Amy Dunkleberger Jurasinski

This article was written by Brian Engelhardt.

Amy Dunkleberger Jurasinski’s one season with the South Bend Blue Sox of the All-American Girls Professional Baseball League ended prematurely in August of 1946 when her husband, Mark Shuman, and his mother went to South Bend, Indiana, seeking to talk her into returning to their home in Mohrsville, Pennsylvania. Amy (who played in the AAGPBL as Amy Shuman) was buoyed by a telegram from her father telling her to “stick to your guns,” and for a week she told her husband that she wanted to finish out the final six weeks of the season.

After several days of attempted diplomacy, Mark took a different tack. Amy related that he showed up unannounced at a Blue Sox practice and “(J)ust picked me up …[and] practically threw me over the locker-room fence. [He] told me to get all my belongings – that I was going home.” Times being different in 1946 than they are in the 21st century, Amy returned to Mohrsville – with a broken heart. “I cried all the way home and then for another week after I got back,” she told the author in 2006. “He was just like the big boss and, you know, at that time you listened to your husband.” Setting her jaw firmly, she added, “But I wouldn’t listen nowadays. They can’t get away with that now.”

The abrupt departure from the Blue Sox ended a dream that started when Amy Dunkleberger was a young girl and played baseball every day in the pasture on her family’s farm outside Mohrsville (in the Pennsylvania Dutch country northwest of Philadelphia). Describing how, “All the girls and the boys from the neighborhood used to come to our field and we’d play almost every day,” she added, “That’s all we ever did was play ball every day in the field.”

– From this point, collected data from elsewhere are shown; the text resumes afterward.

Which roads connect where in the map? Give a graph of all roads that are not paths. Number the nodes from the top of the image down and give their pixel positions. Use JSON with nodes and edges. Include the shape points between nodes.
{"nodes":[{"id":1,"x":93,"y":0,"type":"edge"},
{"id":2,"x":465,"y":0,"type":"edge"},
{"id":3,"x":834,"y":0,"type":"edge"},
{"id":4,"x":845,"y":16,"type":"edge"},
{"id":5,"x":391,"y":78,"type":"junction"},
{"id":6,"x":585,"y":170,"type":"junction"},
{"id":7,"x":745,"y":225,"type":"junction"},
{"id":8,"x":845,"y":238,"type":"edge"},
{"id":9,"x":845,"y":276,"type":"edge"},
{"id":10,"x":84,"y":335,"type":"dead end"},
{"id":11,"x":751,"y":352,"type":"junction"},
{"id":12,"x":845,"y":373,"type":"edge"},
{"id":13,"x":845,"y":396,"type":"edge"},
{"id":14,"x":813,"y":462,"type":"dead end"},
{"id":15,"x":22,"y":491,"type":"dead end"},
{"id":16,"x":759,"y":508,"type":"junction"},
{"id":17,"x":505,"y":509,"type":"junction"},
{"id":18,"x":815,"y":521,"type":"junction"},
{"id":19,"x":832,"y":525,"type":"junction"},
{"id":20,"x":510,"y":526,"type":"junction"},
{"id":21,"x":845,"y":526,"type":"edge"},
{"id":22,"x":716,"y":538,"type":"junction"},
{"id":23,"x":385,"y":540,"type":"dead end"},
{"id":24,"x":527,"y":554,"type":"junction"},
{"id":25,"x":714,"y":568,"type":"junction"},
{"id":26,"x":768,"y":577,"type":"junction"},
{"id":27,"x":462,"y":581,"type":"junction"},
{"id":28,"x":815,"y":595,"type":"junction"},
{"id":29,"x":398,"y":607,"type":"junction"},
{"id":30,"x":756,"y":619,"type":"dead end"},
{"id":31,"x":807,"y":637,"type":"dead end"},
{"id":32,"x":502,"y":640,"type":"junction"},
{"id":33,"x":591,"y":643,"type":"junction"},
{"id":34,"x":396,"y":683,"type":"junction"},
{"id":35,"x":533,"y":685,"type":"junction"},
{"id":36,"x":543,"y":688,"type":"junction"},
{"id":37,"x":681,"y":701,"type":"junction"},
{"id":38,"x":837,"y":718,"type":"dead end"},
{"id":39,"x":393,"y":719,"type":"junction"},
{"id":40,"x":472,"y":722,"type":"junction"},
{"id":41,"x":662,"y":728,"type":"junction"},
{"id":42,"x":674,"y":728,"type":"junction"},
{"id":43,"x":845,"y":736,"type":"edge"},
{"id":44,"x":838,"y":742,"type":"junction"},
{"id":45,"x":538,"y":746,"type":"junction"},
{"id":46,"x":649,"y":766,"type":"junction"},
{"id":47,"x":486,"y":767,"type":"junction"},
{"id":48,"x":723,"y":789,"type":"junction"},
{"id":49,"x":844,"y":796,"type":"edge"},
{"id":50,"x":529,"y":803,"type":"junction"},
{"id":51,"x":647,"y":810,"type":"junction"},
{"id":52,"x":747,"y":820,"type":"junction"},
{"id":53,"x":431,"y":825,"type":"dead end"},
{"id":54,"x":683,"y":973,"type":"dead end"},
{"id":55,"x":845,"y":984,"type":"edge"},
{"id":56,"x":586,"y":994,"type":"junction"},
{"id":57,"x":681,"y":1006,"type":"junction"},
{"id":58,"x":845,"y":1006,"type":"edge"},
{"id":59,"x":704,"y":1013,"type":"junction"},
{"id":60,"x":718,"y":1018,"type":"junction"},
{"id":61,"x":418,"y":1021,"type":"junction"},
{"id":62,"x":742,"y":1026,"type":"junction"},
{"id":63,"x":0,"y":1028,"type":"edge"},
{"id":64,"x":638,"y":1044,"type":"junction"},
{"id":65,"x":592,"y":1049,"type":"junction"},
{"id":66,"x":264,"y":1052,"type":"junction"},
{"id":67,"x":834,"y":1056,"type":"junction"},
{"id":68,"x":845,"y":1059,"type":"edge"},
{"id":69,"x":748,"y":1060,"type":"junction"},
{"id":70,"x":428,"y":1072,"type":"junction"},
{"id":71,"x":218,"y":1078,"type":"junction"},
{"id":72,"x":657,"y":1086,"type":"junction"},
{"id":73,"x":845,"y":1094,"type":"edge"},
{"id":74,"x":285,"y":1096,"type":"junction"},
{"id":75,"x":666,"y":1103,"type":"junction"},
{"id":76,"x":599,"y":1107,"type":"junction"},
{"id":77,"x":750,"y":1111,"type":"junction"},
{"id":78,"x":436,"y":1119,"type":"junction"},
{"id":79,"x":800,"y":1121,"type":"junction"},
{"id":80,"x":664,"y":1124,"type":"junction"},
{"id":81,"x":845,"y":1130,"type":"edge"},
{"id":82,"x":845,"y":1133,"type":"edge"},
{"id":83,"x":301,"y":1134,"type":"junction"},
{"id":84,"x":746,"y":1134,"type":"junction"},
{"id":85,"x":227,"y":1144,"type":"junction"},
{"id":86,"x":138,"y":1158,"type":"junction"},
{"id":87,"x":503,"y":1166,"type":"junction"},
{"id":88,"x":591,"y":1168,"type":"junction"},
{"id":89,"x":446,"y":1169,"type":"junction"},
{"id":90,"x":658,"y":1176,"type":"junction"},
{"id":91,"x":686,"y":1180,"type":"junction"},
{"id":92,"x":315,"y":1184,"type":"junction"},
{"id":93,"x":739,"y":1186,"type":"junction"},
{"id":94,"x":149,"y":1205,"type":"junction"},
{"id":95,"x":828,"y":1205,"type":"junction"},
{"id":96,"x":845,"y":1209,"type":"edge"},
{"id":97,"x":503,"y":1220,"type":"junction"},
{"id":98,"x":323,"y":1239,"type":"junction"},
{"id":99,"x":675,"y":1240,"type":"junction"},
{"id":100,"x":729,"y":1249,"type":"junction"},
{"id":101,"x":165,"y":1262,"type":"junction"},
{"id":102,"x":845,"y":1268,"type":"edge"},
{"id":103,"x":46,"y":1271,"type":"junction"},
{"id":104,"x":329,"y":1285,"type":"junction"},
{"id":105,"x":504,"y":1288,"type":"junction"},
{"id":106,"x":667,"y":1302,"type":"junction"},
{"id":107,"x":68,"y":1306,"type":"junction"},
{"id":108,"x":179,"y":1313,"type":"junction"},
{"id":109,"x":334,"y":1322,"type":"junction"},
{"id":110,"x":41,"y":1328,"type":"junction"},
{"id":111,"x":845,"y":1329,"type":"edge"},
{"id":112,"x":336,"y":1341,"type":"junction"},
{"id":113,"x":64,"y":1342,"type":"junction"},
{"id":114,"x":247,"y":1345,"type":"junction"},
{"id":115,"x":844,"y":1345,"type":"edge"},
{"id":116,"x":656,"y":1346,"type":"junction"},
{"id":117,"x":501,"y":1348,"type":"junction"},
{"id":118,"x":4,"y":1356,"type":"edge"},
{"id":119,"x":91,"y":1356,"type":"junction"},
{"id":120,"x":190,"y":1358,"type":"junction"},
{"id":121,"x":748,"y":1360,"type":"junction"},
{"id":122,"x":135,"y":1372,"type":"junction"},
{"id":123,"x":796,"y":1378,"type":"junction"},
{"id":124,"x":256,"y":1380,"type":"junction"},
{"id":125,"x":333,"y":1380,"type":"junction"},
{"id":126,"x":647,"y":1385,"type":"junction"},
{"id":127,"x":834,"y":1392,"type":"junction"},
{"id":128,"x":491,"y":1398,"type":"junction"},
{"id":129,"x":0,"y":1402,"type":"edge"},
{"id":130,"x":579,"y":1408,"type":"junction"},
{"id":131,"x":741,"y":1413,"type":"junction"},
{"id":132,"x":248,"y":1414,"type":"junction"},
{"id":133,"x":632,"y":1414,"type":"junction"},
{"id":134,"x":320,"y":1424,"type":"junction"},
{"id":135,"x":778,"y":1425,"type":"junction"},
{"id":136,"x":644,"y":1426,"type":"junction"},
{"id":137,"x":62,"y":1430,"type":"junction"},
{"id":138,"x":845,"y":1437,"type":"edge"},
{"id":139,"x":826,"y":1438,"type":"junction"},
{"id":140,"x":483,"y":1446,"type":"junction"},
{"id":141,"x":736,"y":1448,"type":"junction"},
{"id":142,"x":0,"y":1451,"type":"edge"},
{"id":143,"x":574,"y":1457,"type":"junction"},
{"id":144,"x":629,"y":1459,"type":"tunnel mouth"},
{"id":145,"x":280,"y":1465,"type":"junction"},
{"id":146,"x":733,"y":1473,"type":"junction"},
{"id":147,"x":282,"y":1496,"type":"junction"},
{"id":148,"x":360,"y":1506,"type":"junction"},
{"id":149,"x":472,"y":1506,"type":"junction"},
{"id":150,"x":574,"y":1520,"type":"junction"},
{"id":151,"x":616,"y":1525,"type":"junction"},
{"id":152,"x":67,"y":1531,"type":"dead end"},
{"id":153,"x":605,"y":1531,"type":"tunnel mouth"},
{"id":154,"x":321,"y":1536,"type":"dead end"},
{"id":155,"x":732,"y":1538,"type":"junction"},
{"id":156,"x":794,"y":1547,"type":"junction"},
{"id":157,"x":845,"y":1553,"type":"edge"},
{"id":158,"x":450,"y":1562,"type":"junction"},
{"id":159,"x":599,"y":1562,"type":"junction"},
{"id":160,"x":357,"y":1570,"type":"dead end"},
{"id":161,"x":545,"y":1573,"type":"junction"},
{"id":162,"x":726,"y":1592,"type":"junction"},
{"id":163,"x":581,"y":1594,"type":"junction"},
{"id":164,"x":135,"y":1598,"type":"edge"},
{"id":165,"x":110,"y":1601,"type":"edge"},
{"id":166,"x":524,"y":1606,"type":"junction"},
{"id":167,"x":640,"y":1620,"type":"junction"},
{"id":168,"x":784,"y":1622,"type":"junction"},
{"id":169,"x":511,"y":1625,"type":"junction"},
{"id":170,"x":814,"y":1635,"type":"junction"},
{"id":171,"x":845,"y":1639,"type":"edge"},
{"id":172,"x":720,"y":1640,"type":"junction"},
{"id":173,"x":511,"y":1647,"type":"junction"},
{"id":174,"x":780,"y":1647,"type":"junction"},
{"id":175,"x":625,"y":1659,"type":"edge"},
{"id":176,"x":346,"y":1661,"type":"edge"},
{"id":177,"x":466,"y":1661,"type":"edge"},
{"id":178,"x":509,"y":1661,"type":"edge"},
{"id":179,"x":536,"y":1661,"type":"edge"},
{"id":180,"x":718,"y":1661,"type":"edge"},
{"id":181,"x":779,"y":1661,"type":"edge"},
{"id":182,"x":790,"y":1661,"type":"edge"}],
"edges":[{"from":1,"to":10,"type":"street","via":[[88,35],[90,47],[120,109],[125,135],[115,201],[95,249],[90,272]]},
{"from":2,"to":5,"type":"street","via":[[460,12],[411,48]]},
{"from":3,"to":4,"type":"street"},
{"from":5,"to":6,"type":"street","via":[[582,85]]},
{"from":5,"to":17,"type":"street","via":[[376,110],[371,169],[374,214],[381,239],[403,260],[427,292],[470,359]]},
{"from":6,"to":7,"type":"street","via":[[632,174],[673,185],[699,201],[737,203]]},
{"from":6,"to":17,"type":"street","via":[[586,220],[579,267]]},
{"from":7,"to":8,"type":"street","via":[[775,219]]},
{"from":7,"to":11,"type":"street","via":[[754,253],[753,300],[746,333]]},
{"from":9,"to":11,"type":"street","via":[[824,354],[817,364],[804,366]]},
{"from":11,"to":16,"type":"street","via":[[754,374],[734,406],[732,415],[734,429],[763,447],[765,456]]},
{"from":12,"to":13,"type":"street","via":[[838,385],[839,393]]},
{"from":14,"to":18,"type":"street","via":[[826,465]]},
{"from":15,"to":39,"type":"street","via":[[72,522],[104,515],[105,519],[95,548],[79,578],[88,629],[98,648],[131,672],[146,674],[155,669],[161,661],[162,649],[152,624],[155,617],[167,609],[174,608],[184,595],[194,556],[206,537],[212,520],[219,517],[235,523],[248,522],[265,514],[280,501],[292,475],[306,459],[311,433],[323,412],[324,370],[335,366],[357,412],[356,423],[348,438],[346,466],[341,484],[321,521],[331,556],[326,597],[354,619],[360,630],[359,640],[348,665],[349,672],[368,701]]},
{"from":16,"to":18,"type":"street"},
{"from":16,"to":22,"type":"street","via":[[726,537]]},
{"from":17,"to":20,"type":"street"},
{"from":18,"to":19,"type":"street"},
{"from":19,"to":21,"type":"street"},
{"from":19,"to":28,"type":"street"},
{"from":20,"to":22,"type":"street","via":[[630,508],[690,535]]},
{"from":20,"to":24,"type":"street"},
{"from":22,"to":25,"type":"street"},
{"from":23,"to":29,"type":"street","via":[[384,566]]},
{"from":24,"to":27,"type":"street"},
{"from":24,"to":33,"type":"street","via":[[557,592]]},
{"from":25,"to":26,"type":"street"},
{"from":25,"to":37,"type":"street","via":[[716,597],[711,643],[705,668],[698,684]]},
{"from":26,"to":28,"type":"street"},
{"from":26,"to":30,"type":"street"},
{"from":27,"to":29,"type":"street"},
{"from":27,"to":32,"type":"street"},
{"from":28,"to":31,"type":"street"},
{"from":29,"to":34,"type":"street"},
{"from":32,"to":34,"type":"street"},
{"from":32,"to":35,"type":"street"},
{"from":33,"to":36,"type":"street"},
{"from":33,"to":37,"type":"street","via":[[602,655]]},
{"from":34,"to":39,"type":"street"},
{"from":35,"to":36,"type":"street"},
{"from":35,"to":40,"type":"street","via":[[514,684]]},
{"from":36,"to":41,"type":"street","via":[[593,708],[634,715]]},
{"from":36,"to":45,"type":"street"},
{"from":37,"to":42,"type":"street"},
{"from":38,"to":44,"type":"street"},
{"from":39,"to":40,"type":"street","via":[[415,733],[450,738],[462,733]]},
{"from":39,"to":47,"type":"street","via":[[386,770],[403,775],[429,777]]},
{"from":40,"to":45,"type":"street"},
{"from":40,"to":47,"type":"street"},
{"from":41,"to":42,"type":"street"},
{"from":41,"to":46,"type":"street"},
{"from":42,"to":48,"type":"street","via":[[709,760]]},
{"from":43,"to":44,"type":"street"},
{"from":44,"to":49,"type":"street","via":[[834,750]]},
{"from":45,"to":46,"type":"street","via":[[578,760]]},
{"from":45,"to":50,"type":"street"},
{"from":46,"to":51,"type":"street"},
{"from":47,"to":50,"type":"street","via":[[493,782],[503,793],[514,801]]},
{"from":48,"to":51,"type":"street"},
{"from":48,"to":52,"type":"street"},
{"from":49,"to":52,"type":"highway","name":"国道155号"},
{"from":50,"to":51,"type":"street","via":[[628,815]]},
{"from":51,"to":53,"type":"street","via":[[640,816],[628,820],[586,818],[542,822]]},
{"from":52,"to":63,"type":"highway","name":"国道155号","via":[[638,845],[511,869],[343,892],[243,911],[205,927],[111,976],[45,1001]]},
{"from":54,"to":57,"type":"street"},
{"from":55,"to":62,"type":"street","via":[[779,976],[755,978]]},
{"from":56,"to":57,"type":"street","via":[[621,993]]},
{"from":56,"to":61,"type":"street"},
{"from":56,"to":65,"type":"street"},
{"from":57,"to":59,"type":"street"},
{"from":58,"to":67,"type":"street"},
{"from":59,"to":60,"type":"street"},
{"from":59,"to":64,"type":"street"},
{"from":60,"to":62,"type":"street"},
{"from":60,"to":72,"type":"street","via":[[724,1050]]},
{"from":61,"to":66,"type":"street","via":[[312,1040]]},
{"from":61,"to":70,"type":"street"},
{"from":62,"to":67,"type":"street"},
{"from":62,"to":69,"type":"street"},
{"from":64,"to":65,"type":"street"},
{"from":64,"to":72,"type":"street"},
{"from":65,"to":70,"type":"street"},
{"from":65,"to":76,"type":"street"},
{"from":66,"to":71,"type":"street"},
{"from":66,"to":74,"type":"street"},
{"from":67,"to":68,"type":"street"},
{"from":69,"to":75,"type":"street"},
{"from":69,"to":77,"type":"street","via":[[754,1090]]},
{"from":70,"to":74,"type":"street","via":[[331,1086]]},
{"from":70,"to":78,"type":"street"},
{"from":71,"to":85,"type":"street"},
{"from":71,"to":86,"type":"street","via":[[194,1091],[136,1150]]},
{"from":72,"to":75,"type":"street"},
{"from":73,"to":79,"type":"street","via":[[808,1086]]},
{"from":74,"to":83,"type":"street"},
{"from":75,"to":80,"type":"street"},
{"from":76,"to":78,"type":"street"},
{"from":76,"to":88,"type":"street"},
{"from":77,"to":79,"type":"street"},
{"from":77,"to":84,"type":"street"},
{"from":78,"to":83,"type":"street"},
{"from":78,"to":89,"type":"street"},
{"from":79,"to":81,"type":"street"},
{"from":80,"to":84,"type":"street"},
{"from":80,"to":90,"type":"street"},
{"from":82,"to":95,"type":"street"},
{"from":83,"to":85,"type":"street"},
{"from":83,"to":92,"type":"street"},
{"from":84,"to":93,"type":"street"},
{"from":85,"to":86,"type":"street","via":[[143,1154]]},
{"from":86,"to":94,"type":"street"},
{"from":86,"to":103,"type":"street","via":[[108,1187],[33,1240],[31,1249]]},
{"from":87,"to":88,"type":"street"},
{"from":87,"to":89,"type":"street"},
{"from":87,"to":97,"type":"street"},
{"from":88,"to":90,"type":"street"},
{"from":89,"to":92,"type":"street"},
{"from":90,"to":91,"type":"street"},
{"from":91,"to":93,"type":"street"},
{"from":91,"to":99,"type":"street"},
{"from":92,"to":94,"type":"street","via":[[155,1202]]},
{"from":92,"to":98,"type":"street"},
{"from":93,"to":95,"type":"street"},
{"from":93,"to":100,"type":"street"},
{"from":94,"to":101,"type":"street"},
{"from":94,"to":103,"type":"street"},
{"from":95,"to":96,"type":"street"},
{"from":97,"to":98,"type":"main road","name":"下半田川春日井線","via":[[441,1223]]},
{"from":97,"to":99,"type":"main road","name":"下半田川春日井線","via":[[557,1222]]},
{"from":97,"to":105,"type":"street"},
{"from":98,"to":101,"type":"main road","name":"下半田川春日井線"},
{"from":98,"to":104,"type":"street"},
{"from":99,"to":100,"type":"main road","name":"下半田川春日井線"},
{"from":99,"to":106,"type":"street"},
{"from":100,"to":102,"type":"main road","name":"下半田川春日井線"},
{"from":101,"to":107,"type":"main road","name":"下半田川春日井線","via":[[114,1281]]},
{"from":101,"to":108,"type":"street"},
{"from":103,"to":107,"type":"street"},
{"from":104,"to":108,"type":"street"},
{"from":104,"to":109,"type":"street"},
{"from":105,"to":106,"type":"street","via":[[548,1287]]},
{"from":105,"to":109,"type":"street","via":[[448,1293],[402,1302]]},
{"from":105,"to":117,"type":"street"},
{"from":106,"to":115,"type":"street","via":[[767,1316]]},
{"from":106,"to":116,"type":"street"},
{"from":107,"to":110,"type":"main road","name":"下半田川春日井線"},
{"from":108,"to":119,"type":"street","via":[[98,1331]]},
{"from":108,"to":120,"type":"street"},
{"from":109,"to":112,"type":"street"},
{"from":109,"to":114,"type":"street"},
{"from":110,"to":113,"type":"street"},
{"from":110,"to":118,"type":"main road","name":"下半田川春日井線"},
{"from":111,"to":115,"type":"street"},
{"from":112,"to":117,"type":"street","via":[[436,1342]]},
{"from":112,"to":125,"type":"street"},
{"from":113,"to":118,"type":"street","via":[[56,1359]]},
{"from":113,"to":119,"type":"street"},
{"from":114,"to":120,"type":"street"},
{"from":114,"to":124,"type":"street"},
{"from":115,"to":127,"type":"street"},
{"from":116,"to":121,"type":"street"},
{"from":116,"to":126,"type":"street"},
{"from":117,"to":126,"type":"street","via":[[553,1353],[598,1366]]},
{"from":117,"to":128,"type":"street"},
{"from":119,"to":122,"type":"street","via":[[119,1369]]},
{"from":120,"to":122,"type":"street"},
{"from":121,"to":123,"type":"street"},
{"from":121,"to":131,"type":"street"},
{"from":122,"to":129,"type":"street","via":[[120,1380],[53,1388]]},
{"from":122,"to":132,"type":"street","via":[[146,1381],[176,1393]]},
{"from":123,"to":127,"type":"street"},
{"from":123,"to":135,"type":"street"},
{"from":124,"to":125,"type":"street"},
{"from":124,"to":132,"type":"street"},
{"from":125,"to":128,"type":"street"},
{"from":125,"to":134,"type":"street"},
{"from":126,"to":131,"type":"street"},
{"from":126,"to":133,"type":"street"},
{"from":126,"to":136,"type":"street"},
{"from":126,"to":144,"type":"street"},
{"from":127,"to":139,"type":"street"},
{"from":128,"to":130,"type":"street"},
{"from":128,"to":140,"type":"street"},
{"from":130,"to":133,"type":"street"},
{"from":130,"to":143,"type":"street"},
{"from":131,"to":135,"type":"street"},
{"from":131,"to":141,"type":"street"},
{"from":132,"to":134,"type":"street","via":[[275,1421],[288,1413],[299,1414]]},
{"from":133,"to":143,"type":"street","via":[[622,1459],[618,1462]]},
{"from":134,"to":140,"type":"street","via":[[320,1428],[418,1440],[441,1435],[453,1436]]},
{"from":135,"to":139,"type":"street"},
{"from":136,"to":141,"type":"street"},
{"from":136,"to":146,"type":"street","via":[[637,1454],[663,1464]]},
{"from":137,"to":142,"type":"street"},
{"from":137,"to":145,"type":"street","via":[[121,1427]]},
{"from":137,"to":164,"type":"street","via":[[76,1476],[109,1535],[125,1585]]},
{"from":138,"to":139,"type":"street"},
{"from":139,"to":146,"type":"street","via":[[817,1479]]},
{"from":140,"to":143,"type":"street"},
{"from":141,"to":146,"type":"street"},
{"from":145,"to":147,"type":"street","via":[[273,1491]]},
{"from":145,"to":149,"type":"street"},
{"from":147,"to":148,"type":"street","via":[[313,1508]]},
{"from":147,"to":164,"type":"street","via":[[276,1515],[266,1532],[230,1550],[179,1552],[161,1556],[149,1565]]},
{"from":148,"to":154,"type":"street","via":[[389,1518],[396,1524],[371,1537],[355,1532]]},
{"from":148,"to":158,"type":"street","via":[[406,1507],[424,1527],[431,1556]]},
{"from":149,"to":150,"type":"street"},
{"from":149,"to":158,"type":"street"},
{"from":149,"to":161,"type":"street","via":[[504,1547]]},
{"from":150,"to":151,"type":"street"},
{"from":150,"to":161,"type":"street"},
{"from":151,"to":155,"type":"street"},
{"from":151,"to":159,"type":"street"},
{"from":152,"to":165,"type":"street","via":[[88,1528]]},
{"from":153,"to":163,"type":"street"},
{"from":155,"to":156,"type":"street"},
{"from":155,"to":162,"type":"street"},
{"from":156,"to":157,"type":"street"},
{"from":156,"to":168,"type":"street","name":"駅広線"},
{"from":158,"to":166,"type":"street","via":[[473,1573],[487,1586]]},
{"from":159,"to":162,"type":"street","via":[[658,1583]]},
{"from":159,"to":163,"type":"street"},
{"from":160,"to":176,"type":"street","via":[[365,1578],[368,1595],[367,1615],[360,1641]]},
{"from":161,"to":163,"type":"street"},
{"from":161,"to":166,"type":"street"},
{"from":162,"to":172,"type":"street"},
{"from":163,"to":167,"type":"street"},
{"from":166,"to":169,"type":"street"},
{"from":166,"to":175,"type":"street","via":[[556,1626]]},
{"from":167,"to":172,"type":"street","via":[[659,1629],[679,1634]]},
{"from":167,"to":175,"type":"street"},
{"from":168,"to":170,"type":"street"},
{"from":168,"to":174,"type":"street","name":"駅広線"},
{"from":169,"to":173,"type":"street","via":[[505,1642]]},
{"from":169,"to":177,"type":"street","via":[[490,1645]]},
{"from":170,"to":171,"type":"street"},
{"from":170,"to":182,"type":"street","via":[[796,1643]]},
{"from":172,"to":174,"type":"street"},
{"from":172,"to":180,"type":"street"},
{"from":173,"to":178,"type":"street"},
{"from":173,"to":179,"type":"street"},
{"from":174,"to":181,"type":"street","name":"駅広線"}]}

Born on March 10, 1925, in Mohrsville to Earl and Pearl (Gerber) Dunkleberger, Amy began to play in the daily game in the pasture when she was 8 years old, joining her two older sisters, Dorothy and Elaine, and her older brother, Charles, The number of Dunklebergers in the game grew when Amy’s younger sisters, Doris and Gladys, joined in later. Amy’s father encouraged his children to play and work on their baseball, sometimes playing himself when he could get away from running the farm. Her mother was not as enthusiastic about the game; she “would get mad when we played all day and not do the chores she wanted us to do,” Amy recalled.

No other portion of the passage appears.